**Extracted material**
= = =

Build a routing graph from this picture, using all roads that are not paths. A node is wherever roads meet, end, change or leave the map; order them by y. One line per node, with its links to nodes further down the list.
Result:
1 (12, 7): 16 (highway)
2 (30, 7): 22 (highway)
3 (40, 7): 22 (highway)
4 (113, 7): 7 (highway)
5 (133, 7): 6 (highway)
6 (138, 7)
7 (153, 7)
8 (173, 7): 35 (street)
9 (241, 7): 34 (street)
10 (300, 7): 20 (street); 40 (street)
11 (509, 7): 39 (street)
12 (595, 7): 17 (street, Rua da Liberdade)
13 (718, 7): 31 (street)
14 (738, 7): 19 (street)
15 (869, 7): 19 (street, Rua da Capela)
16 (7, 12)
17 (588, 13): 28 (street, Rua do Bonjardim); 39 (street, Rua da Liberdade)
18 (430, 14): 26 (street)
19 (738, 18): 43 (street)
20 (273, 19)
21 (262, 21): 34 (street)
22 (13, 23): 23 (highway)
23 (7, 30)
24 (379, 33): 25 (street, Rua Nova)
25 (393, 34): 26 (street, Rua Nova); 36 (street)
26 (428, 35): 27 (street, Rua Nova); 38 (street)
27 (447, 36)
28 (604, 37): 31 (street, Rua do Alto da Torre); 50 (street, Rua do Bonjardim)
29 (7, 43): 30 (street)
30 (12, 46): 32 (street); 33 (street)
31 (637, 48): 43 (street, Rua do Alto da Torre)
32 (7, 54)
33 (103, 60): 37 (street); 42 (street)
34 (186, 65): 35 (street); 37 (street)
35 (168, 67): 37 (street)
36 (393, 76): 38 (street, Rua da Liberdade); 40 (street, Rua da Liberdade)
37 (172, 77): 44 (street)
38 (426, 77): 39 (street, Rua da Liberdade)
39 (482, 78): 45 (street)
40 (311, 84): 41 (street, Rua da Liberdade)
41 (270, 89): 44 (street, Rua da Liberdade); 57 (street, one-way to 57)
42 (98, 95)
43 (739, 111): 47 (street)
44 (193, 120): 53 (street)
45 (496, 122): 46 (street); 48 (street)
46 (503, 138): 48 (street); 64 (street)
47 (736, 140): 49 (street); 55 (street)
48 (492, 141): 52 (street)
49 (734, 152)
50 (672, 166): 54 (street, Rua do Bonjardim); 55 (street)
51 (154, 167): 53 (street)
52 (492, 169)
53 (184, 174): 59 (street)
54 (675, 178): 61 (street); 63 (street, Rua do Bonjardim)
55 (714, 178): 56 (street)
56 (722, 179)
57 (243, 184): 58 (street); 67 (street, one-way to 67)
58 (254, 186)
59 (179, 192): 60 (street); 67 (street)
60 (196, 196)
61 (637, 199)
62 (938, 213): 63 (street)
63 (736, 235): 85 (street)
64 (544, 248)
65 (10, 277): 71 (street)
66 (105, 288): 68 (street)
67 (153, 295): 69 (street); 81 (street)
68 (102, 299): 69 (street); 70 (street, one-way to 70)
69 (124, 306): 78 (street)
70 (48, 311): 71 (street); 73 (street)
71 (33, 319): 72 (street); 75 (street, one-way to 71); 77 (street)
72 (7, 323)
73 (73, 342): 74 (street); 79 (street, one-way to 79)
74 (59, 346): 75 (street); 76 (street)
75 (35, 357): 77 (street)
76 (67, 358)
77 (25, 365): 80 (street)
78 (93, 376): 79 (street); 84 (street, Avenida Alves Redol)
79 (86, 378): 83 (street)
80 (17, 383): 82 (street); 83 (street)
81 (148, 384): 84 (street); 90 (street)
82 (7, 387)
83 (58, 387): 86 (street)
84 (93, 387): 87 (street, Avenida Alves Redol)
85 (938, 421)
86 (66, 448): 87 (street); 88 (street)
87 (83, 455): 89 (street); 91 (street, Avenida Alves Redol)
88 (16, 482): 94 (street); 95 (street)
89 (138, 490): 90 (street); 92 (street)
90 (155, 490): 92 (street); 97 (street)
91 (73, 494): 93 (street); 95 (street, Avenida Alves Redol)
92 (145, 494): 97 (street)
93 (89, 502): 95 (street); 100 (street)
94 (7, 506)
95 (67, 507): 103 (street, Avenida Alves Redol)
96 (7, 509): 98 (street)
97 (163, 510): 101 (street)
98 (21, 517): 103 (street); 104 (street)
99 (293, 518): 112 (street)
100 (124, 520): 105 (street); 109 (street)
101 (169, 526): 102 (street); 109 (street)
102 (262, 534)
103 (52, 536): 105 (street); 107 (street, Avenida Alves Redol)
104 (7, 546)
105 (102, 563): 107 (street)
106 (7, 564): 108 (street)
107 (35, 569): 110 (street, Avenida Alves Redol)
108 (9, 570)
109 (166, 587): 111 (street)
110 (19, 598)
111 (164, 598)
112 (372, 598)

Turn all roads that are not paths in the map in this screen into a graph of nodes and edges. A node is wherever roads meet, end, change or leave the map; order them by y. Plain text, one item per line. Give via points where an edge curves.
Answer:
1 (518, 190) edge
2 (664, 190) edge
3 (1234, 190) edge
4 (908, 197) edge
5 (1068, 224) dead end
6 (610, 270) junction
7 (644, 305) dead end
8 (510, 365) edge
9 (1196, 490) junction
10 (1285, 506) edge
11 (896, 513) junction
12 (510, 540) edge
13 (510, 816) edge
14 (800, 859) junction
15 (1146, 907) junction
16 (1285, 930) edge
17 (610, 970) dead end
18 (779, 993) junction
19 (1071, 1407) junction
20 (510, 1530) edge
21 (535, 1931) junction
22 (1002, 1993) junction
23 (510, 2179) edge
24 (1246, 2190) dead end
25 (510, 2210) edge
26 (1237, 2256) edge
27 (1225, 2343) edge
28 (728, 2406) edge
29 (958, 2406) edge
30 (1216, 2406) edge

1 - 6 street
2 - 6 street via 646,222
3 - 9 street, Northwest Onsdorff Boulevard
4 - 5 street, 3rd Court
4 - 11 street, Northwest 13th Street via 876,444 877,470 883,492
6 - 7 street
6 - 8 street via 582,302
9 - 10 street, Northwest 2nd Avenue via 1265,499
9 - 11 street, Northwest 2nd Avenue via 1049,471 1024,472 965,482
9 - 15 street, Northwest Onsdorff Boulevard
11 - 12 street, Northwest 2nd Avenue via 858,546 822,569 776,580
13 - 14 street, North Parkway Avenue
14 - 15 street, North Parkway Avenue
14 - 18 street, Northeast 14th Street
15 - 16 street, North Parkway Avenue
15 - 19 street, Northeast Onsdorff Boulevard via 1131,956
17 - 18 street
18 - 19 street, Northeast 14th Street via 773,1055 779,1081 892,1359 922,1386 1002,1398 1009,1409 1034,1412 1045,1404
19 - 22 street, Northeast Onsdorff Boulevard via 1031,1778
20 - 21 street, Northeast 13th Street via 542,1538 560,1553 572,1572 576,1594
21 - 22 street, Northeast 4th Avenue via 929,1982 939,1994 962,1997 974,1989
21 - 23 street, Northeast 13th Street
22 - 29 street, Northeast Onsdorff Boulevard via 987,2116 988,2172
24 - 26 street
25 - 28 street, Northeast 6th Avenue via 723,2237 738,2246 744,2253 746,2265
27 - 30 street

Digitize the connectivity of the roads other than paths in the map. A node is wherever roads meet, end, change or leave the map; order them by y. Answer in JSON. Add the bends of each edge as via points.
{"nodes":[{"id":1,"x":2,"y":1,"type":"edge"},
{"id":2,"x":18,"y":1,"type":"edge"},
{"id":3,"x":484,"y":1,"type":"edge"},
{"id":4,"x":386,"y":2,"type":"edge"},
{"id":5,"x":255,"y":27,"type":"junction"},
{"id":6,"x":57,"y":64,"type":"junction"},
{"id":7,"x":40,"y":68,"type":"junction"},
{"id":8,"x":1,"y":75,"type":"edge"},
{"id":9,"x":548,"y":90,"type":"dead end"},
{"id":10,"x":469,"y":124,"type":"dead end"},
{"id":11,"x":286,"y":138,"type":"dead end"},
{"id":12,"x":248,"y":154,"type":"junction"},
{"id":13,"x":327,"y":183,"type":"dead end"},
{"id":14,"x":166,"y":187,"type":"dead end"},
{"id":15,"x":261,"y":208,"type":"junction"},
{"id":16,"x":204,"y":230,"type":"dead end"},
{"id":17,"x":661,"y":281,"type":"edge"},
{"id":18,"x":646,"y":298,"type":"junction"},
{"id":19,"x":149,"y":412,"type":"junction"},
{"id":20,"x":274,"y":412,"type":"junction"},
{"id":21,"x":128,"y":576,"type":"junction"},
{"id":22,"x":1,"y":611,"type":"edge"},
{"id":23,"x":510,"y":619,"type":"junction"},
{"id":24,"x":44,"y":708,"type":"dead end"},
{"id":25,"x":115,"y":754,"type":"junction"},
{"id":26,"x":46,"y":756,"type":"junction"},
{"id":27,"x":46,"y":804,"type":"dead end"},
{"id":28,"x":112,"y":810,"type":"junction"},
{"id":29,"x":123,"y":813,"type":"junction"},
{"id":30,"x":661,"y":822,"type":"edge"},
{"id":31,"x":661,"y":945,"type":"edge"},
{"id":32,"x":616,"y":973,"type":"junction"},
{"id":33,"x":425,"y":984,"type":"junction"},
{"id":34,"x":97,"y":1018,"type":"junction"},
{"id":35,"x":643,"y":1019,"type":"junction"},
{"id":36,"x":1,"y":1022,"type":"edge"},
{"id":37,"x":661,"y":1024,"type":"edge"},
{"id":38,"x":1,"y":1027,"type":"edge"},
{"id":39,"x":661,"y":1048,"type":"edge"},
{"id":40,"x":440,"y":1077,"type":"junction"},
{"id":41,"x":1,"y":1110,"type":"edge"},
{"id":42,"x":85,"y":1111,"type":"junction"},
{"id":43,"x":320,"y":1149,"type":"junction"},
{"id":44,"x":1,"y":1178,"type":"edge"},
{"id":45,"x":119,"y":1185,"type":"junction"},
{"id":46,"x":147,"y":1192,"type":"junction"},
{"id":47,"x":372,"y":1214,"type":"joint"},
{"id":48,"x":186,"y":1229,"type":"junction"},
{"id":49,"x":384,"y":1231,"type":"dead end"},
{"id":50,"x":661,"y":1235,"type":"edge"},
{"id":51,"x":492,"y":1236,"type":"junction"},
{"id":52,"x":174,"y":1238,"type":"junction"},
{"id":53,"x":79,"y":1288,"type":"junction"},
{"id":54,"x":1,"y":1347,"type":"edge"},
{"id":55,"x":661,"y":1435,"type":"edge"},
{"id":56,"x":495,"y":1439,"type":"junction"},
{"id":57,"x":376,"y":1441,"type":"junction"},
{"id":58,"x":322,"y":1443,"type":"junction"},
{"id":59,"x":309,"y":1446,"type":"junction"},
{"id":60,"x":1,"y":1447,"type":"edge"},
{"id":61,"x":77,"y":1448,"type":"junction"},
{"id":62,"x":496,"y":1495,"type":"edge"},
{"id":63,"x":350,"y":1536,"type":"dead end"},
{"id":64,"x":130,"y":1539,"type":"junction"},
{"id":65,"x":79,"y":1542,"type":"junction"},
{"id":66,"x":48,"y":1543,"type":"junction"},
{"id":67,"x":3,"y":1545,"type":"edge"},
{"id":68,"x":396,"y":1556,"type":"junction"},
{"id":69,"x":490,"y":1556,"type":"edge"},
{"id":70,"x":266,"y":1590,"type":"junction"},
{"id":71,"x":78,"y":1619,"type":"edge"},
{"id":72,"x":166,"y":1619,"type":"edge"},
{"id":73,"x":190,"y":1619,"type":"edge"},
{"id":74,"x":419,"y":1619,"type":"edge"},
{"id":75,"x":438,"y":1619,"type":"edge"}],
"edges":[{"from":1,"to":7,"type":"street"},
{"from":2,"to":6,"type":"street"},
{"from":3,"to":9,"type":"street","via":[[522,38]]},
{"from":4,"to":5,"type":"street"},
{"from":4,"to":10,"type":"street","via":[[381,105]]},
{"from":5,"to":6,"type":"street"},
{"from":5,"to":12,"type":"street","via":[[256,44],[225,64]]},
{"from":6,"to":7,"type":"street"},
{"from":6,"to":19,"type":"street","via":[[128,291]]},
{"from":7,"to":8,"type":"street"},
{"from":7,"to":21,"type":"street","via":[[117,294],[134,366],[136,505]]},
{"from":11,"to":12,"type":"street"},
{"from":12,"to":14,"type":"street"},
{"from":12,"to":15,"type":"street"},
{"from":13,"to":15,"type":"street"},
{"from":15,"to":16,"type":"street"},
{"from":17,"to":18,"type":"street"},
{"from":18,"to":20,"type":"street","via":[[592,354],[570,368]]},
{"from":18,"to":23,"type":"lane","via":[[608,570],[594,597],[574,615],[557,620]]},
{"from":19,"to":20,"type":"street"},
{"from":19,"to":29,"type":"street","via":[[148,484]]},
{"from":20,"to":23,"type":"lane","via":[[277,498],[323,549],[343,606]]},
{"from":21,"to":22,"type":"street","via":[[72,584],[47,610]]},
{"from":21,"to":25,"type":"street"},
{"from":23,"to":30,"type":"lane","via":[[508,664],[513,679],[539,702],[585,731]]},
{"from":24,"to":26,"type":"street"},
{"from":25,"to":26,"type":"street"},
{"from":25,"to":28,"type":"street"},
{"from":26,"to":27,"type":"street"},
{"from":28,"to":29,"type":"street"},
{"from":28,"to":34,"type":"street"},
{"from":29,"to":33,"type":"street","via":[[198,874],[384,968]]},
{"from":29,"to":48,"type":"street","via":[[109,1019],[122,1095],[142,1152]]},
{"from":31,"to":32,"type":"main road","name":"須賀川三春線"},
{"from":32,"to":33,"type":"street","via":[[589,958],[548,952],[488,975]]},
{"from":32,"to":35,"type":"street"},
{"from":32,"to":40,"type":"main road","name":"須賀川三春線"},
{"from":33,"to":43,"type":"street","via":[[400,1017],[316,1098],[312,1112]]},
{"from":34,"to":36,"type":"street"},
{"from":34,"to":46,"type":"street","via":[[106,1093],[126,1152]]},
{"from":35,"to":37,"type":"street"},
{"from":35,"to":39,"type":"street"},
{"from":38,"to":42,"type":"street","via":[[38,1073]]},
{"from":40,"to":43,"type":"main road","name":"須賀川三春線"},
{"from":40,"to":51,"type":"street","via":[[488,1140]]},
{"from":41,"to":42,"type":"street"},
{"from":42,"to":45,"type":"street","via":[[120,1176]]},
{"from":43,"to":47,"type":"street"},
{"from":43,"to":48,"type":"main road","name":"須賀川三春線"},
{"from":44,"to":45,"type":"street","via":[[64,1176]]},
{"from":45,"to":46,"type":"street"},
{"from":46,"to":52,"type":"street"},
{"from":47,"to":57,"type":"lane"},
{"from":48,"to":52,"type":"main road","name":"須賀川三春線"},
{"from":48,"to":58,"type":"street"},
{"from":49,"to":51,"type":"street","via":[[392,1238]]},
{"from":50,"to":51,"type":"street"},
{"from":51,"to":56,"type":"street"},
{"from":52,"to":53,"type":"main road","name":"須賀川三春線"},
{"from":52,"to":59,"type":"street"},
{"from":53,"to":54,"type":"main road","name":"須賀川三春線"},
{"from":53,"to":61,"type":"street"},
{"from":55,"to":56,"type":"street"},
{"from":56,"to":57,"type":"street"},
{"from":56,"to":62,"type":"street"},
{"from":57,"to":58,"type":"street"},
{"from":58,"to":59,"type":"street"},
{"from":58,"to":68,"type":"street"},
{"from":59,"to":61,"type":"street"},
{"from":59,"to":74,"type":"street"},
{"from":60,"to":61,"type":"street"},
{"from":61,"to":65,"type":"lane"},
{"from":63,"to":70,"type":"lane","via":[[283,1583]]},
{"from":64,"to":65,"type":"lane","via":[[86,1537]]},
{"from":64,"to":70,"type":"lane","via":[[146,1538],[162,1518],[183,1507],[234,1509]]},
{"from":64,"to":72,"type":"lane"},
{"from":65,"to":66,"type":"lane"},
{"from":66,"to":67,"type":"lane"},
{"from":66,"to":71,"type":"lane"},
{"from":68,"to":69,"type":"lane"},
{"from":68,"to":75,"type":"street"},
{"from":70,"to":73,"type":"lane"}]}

= = =

**Goal of the exercise**
Which lines above contain the word "Nova"? Copy each of them.

**Answer to this task**
24 (379, 33): 25 (street, Rua Nova)
25 (393, 34): 26 (street, Rua Nova); 36 (street)
26 (428, 35): 27 (street, Rua Nova); 38 (street)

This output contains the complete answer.